Processes and output
Some of the tools default to sending their output to the console (e.g., memcheck). Others default to a file (e.g., massif). You can specify that the output go to a file with the
--log-file=<filename>
option. In either case, the output lines are prefixed with
==<pid>==
or
--<pid>--
showing the pid (process id) of the AUT. The
<filename>
can contain %p which will be expanded to the PID of the AUT. This is particularly useful if you will be running the same AUT more than once. For instance, say you have two AUTs, ‘parent’ and ‘child’, both of which you want to run under Valgrind. ‘parent’ runs ‘child’ more than once when it executes. If you let all of the output go to the console, then it might get all mixed up. Instead you could launch
valgrind --tool=memcheck --log-file=parent.%p.log parent
and arrange it so that ‘parent’ launches ‘child’ in a similar fashion
system("valgrind --tool=memcheck --log-file=child.%p.log child");
On completion, you would have something like parent.1234.log and child.1245.log , child.1255.log .
There is also the
--trace-children=yes
option. Whilst it is simpler than the above technique, it will cause all child processes to be traced. This is less useful if your application launches a lot of child processes, and you only want to test a small subset of them.
I’ll finish with a quick demonstration using Nulgrind. Here are my two test executables.
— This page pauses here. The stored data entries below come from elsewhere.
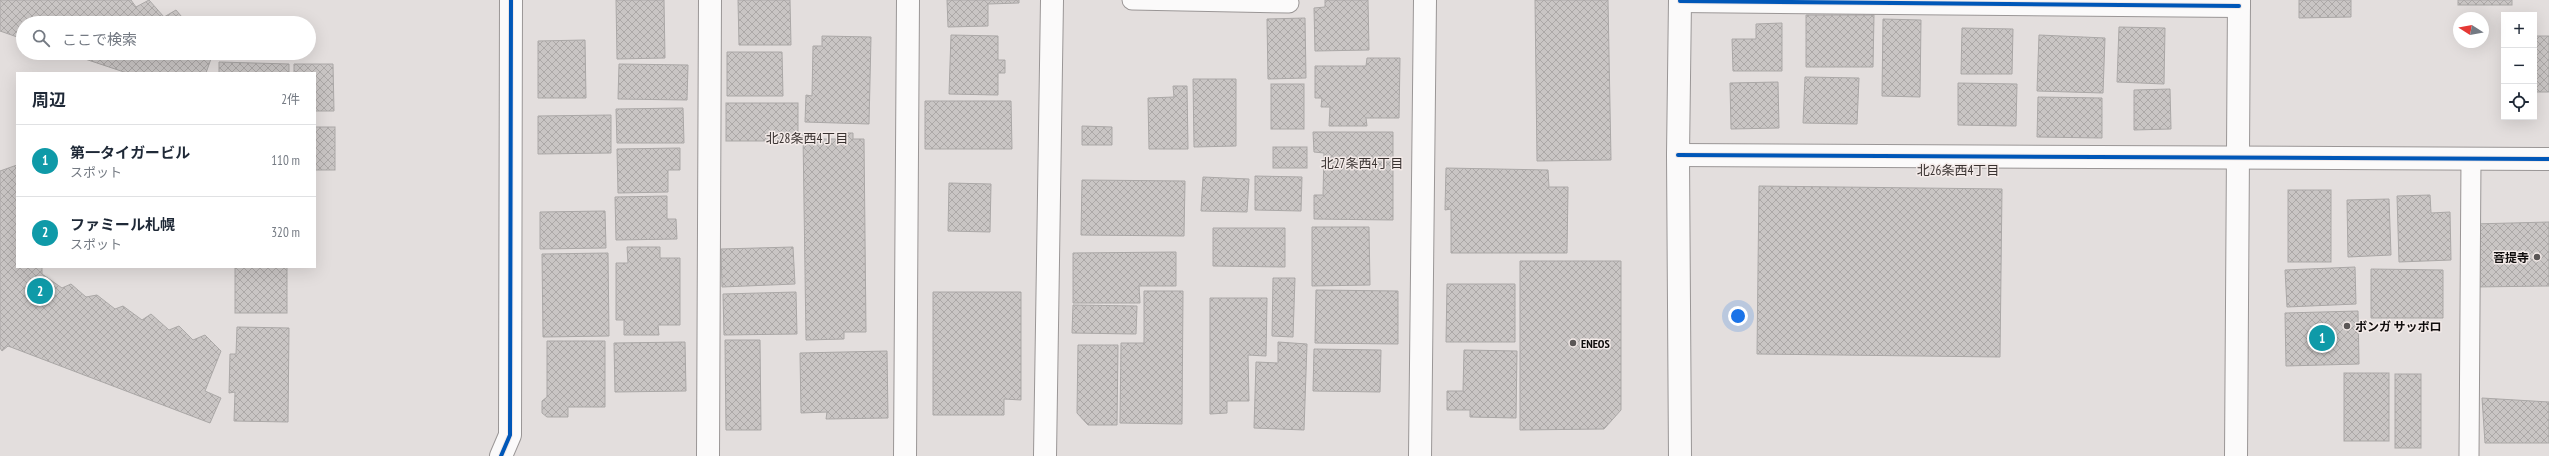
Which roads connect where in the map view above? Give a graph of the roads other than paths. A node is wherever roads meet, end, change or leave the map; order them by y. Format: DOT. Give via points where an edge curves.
graph roads {
  1 [pos="511,0"];
  2 [pos="710,0"];
  3 [pos="908,0"];
  4 [pos="1052,0"];
  5 [pos="1132,0"];
  6 [pos="1425,0"];
  7 [pos="1680,0"];
  8 [pos="1289,3"];
  9 [pos="2239,3"];
  10 [pos="1678,155"];
  11 [pos="2238,157"];
  12 [pos="2472,159"];
  13 [pos="2549,159"];
  14 [pos="501,456"];
  15 [pos="708,456"];
  16 [pos="905,456"];
  17 [pos="1045,456"];
  18 [pos="1420,456"];
  19 [pos="1680,456"];
  20 [pos="2236,456"];
  21 [pos="2469,456"];
  1 -- 14 [label="street" via="510,435"];
  2 -- 15 [label="street"];
  3 -- 16 [label="street"];
  4 -- 17 [label="street"];
  5 -- 8 [label="lane"];
  6 -- 18 [label="street"];
  7 -- 9 [label="street"];
  7 -- 10 [label="street"];
  9 -- 11 [label="street"];
  10 -- 11 [label="street"];
  10 -- 19 [label="street"];
  11 -- 12 [label="street"];
  11 -- 20 [label="street"];
  12 -- 13 [label="street"];
  12 -- 21 [label="lane"];
}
//parent.c #include <stdlib.h> int main(void) { system("./child"); }
and
// child.c #include <stdio.h> int main(void) { printf("Hello, child!\n"); }
Let’s compile them
gcc -o child -g -Wextra -Wall child.c -std=c99 -pedantic gcc -o parent -g -Wextra -Wall parent.c -std=c99 -pedantic
If I run ‘parent’ alone, I see the expected output. Now let’s try that with a minimum of options (Listing 1) and with the option to follow children (Listing 2).
So you can see the two PIDs, 9356 and 9357. 9356 spawns then execs sh, which in turn execs child.
Now if I run
valgrind --tool=none --trace-children=yes --log-file=nulgrind.%p.log ./parent
then I get two log files, nulgrind.10092.log and nulgrind.10091.log which basically contain the same information as the parent and child sections above.
Lastly, if I change the ‘system’ call to
system("valgrind --tool=none --log-file=child.%p.log ./child");
and I then run parent without the
–follow-children
option, like this
valgrind --tool=none --log-file=parent.%p.log ./parent
then I get two log files, parent.12191.log and child.12209.log , again with the content more or less as above.
That wraps it up for part 1. In part 2 I’ll cover the basics of memcheck.